═════ GIVEN DATA

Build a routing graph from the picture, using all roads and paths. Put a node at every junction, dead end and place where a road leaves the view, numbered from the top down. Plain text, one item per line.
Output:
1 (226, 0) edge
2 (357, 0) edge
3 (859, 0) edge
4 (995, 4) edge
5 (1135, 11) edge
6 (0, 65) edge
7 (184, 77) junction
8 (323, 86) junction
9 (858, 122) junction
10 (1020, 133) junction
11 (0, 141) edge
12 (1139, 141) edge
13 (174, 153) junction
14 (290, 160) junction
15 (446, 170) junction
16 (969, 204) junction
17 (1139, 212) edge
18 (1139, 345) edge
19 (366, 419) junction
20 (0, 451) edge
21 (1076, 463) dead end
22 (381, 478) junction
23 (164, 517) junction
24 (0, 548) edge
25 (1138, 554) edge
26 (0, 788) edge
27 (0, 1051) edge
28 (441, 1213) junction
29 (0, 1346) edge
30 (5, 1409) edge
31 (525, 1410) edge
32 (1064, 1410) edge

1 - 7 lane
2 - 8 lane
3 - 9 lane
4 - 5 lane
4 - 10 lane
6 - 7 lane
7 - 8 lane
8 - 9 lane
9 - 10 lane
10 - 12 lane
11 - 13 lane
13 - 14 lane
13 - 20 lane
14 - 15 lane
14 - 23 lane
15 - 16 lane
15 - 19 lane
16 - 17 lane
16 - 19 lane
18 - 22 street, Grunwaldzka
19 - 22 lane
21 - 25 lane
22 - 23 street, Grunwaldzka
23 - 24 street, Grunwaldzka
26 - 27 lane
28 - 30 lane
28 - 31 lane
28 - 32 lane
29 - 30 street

══════════
═════ GIVEN DATA

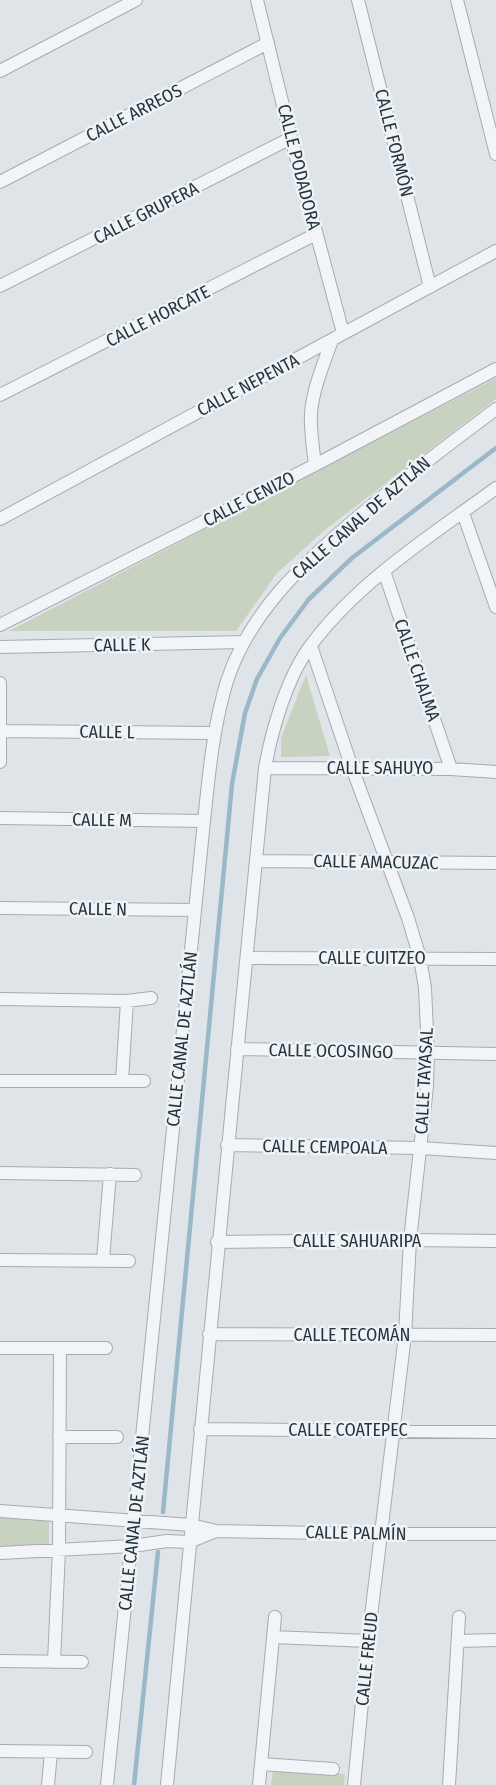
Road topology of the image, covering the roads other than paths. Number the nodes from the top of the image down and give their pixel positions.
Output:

══════════

Say how many lines of the entries above include the string "down", giving the number and nothing else.

2